Такой толстый — толще не бывает. Позвал он лекаря Сигэхидэ. “Отчего я такой толстый? Мне даже вставать и садиться очень даже мучительно”. Сигэхидэ ответствовал так: “Надо готовить рис на воде. Зимой попивать горячей водой, а летом — холодной”.

Стали готовить для Сандзё рис каждый день, а он все толстеет, да и только. Зовут снова Сигэхидэ, Сандзё ему и говорит: “Я все делаю по твоему слову. И — никакого толку. Вот посмотри, как я кушаю рис”. Кликнул слугу: “Сготовьте-ка мне рис на воде, по нашему обыкновению”. Проходит несколько времени. И видит Сигэхидэ: входит слуга со столиком, ставит его перед советником. А на столике — только подставка с палочками.

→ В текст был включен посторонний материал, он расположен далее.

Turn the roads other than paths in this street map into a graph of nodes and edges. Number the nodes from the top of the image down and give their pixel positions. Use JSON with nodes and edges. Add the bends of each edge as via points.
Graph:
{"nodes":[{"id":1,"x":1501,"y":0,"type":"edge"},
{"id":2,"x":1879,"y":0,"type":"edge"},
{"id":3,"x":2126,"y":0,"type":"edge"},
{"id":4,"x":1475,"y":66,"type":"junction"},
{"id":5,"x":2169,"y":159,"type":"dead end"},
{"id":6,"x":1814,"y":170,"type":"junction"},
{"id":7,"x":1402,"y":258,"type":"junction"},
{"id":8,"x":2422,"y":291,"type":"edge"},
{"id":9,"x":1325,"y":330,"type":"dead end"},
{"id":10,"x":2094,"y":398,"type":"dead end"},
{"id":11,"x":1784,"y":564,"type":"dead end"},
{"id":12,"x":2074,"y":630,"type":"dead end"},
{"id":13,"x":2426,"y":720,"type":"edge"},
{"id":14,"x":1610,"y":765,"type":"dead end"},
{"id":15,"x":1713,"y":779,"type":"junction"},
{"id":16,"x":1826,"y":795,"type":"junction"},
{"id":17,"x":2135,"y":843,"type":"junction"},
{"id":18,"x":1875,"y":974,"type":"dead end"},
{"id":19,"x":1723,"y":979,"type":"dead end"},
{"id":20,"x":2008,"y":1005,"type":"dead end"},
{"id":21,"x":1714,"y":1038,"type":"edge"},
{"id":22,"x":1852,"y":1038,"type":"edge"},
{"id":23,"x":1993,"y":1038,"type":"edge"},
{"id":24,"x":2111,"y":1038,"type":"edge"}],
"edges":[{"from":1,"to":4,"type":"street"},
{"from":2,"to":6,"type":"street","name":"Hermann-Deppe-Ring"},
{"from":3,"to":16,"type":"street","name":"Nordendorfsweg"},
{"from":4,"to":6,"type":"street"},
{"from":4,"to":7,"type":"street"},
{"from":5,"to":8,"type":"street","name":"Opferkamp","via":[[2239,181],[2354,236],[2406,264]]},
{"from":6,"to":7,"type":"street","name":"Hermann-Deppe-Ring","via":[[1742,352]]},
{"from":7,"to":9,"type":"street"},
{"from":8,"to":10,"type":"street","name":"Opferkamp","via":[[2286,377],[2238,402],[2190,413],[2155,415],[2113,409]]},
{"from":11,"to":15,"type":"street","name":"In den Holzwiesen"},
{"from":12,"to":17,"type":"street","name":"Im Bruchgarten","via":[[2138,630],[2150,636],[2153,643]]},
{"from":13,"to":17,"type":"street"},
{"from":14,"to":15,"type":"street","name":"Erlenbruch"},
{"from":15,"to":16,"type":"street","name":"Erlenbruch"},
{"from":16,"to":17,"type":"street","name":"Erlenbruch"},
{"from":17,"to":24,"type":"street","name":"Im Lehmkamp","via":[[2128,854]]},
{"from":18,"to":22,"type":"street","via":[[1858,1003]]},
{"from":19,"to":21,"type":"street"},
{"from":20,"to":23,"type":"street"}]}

Следом приносят поднос. Вот приносят блюдо с десятью увесистыми кусками сушеной дыни. На другом блюде — три десятка маринованных форелей, толстенькие такие, голова на голову наезжает, хвост — на хвост. Вместе с ними принесли большую металлическую миску. И все это поставили на стол. Потом вносит слуга огромную серебряную бадью с поставленным в нее серебряным черпаком. Советник подал миску, и слуга наложил в нее гору риса, слегка полив ее водой. Подвинув столик поближе, советник взялся за миску. В здоровенных лапищах эта посудина выглядела весьма хрупкой.

Для начала Сандзё проглотил пять или шесть кусков дыни — каждый в три куса одолел. Потом взялся за форель. Несколько штук умял — каждую в два куса одолел. Теперь дошел черед и до риса. Пару раз палочками подцепил — до дна миску выбрал. “Мало!” — сказал советник. Еще пара мисок — и бадья опустела. Пришлось наполнять ее рисом снова.

Посмотрел Сигэхидэ на эту трапезу. “Хорошо, что ты меня слушаешься и ешь рис на воде. Да только вряд ли удастся тебе похудеть, если свой аппетит не умеришь!” Сказал так Сигэхидэ и ушел.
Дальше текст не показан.